F_{cn}^k=C^k(A^{cn}-B^{cn})^k

\sum\limits_{i=0}^n F_{ci}^k=C^k\sum\limits_{i=0}^n(A^{ci}-B^{ci})^k

\sum\limits_{i=0}^nF_{ci}^k= C^k\sum\limits_{i=0}^n \sum\limits_{r=0}^k \binom{k}{r}(A^{ci(k-r)}B^{cir}(-1)^r)

\sum\limits_{i=0}^nF_{ci}^k= C^k \sum\limits_{r=0}^k \binom{k}{r} (-1)^r \sum\limits_{i=0}^n (A^{ci(k-r)}B^{cir})

• 注意本题从0累加到n实际上有n + 1项，求几何级数的时候需要注意。但是第0项等于0，所以也可以看作从1开始枚举，用通项的时候单独减去1。两种处理方法都可以。

• 第二个需要注意的点是公式仅适用于r =\not 1。如果r=1直接用r * n或者r*(n+1)即可。
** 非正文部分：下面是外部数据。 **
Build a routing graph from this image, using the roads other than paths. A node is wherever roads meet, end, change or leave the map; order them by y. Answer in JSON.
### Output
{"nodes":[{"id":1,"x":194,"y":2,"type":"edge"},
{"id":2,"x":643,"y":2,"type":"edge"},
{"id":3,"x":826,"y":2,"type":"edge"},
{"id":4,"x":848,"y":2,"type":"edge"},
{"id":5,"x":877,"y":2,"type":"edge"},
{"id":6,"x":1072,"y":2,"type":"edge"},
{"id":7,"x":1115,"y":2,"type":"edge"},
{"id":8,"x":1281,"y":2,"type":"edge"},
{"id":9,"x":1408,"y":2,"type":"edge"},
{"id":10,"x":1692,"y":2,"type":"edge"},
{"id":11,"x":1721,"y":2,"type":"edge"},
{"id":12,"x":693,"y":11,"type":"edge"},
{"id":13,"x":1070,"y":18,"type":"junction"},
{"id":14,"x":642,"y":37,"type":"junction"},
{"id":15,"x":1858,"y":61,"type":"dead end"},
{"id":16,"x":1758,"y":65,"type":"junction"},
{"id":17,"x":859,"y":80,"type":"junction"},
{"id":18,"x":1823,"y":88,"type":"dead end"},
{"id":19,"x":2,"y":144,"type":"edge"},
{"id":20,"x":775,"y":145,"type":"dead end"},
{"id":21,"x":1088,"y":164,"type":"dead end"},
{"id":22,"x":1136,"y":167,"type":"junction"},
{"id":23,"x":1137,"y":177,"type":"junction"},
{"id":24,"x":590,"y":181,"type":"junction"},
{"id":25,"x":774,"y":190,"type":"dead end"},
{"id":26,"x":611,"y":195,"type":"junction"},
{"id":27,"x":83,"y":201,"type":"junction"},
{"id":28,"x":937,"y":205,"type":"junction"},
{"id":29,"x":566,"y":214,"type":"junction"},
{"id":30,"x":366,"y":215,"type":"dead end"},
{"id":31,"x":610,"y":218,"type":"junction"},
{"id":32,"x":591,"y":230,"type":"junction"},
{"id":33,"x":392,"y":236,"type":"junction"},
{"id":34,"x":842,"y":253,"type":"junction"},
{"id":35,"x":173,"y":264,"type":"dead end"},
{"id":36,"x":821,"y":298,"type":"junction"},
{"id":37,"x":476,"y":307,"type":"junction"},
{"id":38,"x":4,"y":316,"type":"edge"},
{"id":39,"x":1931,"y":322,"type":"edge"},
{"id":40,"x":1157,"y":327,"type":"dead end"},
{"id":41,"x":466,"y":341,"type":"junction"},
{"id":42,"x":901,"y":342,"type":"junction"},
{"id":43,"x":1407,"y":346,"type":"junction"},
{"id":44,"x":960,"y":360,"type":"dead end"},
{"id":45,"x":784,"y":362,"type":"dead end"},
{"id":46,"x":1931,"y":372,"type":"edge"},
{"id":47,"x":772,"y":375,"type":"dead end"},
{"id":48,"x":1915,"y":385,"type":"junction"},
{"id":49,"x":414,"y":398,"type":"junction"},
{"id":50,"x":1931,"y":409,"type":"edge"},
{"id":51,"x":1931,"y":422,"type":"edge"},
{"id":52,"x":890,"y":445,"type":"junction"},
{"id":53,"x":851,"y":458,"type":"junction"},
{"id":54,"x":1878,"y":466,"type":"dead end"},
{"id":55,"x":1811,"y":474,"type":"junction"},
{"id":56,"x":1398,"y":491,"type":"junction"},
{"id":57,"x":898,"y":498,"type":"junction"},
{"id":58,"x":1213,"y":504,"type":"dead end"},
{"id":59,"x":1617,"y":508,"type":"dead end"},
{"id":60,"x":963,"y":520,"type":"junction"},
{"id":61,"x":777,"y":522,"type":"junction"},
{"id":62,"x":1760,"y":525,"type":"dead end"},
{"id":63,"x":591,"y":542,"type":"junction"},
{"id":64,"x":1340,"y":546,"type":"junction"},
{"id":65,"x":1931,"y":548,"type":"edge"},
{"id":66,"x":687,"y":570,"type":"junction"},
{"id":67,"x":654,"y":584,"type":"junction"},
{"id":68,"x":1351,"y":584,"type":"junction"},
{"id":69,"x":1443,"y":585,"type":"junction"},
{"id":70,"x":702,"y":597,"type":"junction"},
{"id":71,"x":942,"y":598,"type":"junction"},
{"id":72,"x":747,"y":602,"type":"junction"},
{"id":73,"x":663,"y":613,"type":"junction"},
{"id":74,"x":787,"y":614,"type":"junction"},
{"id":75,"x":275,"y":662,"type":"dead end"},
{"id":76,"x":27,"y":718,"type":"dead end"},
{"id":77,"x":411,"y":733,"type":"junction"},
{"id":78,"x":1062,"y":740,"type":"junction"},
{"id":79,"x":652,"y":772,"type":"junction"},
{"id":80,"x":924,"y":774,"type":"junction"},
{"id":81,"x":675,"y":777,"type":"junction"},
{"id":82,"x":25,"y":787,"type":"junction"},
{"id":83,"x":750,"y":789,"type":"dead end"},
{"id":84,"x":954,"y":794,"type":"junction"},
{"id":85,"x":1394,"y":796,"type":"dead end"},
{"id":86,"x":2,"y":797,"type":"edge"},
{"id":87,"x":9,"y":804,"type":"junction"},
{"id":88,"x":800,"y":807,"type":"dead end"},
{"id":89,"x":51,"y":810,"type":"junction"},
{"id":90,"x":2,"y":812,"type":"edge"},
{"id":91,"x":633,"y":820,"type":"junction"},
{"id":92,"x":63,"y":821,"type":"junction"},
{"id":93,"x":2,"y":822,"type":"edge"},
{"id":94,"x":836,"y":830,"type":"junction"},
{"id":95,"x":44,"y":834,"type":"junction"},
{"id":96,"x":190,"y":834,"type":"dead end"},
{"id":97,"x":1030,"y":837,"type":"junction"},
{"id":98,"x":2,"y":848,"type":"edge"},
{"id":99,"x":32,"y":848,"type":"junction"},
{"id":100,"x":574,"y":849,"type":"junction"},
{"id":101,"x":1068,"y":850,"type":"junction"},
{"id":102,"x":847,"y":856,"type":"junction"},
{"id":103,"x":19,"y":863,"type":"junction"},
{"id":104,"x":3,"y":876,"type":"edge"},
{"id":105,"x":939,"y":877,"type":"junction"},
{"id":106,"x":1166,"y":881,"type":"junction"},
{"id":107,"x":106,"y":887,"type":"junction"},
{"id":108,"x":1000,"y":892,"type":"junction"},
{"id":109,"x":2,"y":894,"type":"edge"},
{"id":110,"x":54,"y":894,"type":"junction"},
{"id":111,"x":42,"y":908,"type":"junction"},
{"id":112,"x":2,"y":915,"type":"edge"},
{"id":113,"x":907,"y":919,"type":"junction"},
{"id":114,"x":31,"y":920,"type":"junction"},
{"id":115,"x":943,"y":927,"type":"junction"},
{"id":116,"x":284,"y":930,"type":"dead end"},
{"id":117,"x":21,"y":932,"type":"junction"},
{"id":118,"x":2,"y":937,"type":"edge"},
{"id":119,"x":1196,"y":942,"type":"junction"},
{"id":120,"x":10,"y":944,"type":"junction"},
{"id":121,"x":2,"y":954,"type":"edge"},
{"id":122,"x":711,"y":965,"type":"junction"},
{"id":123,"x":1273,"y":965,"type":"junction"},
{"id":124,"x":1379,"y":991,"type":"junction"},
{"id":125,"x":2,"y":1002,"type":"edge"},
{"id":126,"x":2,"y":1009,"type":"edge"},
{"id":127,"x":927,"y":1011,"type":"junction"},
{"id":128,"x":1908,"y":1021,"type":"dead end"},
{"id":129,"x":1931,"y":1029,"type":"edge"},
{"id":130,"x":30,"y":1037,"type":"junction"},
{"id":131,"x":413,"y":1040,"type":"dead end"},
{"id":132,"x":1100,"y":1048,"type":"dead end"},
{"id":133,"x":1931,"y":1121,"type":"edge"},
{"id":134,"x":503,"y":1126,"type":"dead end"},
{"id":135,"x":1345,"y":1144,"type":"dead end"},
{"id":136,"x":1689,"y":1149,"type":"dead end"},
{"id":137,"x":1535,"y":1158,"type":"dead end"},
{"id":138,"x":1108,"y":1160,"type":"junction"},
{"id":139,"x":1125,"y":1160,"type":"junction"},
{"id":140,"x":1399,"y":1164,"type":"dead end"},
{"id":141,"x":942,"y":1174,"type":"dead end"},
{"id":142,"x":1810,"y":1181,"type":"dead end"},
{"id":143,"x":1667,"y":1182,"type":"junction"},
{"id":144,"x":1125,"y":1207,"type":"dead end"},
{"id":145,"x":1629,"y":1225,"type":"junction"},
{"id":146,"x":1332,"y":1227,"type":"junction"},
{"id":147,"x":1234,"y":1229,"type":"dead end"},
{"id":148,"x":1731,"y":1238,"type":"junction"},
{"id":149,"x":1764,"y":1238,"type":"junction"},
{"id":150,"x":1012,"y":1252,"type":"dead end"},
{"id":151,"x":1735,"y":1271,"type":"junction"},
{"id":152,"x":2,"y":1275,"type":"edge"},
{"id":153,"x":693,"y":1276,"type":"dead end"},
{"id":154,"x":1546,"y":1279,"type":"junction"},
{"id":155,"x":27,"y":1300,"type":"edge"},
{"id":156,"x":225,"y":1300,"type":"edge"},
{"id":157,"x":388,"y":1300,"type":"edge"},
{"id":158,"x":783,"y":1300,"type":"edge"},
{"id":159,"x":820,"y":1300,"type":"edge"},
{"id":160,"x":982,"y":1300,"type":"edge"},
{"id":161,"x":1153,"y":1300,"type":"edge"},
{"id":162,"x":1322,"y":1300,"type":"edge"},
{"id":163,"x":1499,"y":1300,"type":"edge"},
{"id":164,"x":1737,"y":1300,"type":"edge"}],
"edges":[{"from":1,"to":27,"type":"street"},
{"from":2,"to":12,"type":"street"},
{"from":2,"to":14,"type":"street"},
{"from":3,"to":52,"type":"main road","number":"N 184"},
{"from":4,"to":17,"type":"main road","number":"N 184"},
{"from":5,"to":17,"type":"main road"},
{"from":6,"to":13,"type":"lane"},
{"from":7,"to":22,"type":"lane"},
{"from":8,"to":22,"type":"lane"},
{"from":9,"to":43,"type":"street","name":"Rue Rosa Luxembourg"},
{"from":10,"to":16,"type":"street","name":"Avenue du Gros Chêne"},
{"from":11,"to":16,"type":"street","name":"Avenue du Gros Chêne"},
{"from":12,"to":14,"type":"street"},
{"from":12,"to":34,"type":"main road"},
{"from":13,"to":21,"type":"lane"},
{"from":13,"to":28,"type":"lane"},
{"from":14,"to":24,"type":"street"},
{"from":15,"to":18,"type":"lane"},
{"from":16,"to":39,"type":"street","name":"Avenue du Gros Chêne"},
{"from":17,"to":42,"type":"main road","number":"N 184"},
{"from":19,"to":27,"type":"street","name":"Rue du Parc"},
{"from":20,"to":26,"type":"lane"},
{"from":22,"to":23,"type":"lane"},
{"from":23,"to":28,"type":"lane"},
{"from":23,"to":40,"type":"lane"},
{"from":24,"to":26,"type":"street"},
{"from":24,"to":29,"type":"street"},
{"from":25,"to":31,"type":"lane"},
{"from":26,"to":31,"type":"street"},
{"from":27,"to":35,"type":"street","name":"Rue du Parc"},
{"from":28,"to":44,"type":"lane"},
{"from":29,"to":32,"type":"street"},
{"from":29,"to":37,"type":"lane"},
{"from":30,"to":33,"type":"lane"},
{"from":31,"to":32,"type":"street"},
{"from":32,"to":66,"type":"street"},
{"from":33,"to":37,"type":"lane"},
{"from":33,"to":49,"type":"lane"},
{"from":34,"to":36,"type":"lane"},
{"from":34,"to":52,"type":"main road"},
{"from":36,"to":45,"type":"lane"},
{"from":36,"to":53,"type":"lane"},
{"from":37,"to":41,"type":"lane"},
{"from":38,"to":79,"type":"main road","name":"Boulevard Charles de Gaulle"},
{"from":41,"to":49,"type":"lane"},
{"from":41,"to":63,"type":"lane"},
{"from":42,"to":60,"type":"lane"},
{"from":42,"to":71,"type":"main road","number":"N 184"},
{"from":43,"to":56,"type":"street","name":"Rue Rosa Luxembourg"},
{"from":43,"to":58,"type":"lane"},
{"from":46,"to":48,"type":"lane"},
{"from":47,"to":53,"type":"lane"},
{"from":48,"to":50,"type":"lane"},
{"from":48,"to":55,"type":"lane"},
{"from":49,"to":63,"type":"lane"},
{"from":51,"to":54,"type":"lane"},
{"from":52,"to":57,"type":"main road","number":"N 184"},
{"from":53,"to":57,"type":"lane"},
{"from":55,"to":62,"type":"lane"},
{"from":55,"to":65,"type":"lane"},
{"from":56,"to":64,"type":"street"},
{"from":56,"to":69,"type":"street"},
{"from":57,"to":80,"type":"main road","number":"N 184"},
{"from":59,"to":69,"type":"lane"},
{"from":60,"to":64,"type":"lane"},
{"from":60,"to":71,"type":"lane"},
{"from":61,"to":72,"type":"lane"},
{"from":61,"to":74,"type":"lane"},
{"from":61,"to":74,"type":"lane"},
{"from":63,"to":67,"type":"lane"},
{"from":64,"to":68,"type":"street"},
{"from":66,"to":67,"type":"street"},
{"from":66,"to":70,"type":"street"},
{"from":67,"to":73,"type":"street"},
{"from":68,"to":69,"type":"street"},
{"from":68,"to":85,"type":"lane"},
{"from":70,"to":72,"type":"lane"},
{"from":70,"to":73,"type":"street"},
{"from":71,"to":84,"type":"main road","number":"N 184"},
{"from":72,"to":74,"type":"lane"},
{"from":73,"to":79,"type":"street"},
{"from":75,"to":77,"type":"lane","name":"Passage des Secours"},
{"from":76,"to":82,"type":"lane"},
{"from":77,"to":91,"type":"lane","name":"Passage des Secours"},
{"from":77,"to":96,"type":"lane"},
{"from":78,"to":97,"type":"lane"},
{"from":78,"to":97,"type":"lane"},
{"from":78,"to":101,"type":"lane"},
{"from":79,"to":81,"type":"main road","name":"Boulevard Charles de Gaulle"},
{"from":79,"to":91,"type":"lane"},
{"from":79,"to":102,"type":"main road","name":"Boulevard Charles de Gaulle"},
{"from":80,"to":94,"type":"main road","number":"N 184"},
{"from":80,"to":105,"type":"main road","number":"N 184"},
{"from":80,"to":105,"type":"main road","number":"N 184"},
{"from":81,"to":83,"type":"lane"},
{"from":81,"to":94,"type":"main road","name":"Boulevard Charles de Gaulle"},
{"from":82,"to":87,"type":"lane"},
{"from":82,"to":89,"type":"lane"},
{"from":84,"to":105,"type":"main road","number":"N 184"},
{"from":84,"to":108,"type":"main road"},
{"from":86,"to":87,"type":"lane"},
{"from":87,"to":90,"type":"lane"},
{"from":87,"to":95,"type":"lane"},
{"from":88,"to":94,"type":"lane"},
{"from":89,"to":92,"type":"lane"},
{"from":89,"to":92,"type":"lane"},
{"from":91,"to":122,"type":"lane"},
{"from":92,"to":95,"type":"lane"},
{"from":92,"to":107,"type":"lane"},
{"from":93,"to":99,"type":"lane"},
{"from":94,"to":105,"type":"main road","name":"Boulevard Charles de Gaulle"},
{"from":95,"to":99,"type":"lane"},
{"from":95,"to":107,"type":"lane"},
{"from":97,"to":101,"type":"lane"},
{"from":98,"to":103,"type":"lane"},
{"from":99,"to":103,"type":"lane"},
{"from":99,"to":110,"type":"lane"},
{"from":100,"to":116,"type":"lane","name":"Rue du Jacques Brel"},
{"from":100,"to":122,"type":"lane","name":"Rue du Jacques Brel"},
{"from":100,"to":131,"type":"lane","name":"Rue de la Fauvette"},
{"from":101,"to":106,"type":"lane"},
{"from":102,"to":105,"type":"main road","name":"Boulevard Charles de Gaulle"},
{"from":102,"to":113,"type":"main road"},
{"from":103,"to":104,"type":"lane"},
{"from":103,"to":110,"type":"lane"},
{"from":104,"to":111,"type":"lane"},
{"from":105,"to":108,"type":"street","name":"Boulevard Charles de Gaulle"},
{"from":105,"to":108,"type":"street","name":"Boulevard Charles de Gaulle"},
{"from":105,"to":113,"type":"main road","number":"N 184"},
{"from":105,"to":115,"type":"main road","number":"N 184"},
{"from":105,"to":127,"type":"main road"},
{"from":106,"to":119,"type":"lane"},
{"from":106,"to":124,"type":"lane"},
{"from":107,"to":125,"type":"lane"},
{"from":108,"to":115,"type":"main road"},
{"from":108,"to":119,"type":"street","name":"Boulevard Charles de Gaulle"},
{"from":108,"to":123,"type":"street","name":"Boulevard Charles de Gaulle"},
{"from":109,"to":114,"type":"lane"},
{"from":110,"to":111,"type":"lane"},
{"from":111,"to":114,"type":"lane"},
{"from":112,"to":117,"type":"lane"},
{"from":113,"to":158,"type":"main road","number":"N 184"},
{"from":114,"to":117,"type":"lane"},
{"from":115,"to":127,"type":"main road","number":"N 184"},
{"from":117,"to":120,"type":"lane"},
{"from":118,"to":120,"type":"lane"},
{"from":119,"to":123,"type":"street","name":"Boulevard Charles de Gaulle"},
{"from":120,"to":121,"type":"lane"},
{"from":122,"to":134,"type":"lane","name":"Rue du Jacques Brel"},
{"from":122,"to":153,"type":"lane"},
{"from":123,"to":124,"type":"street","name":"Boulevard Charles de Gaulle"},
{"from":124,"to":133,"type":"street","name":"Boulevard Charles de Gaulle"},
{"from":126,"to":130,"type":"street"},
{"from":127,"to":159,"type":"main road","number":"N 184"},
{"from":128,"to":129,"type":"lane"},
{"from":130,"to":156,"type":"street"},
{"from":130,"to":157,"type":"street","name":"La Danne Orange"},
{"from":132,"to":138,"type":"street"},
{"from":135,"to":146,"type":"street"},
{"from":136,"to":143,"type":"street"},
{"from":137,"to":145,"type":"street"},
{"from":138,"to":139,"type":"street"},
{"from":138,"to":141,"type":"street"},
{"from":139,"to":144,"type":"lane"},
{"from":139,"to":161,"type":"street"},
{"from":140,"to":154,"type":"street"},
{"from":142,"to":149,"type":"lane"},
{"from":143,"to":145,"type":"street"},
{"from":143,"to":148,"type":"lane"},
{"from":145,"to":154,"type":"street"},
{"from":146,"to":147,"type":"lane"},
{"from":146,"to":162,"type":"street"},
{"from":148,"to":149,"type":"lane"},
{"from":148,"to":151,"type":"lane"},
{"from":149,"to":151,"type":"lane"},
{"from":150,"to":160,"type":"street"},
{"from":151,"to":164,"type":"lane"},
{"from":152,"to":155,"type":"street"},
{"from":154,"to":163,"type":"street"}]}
取决于上面一步是什么处理方法。

#pragma GCC optimize(2)
#include<bits/stdc++.h>
using namespace std;
typedef long long LL;
const int mod = 1e9 + 9;
const int C = 276601605; // 1 / sqrt(5)
const int A = 691504013; // (1 + sqrt(5)) / 2
const int AA = 691504012; // A ^ -1
const int B = 308495997; // (1 - sqrt(5)) / 2
const int maxn = 1e5 + 233;
LL f[maxn], finv[maxn];

inline int ksm(int n, int k)
{
n %= mod;
int res = 1;
while(k)
{
if(k & 1) res = (LL)res * n % mod;
n = (LL)n * n % mod;
k >>= 1;
}
return res % mod;
}

void init(int n) {
f[0] = 1;
for(int i = 1; i <= n; i++) {
f[i] = 1LL*f[i-1]*i%mod;
}
finv[n] = ksm(f[n], mod-2);
for(int i = n; i > 0; i--) {
finv[i-1] = 1LL*finv[i]*i%mod;
}
}
inline int Comb(int n, int m) {
if(m > n) return 0;
return 1LL*f[n]*finv[m]%mod*finv[n-m]%mod;
}

int main()
{
init(100001);

cin.tie(0); cout.tie(0); ios::sync_with_stdio(0);
// freopen("t.txt", "w", stdout);
int T; cin >> T;
// int base = 10;
while(T--)
{
LL n, c;
int k; cin >> n >> c >> k;
int ans = 0;
int R1 = ksm(A, c % (mod - 1) * k % (mod - 1) );
int R2 = ksm(B, c % (mod - 1) * 0 % (mod - 1) );
int invR1 = ksm(ksm(A, c % (mod - 1)), mod - 2);
int uniR2 = ksm(B, c % (mod - 1));
for(int i = 0; i <= k; i++)
{
int Co = Comb(k, i);
if(i & 1) Co = mod - Co;
// int R = ksm(A, (c % (mod - 1) * (k - i) % (mod - 1)), base) * ksm(B, c % (mod - 1) * i % (mod - 1), base) % mod;
int R = (LL)R1 * R2 % mod;
// 1 + R + R^2 + ... + R^n = S(n + 1)
// cerr << R << endl;
int n1 = (n + 1) % (mod - 1);
if(R == 1) ans = ((LL)ans + n % mod * Co % mod) % mod;
else
{
int S = (ksm(R, n1) - 1LL) * ksm(R - 1, mod - 2) % mod;
S = S - 1; // F1 ~ FN except 1
ans = ((LL)ans + (LL)Co * S % mod) % mod;
}
R1 = (LL)R1 * invR1 % mod;
R2 = (LL)R2 * uniR2 % mod;
}
cout << ((LL)ans * ksm(C, k) % mod + mod) % mod << endl;
}

}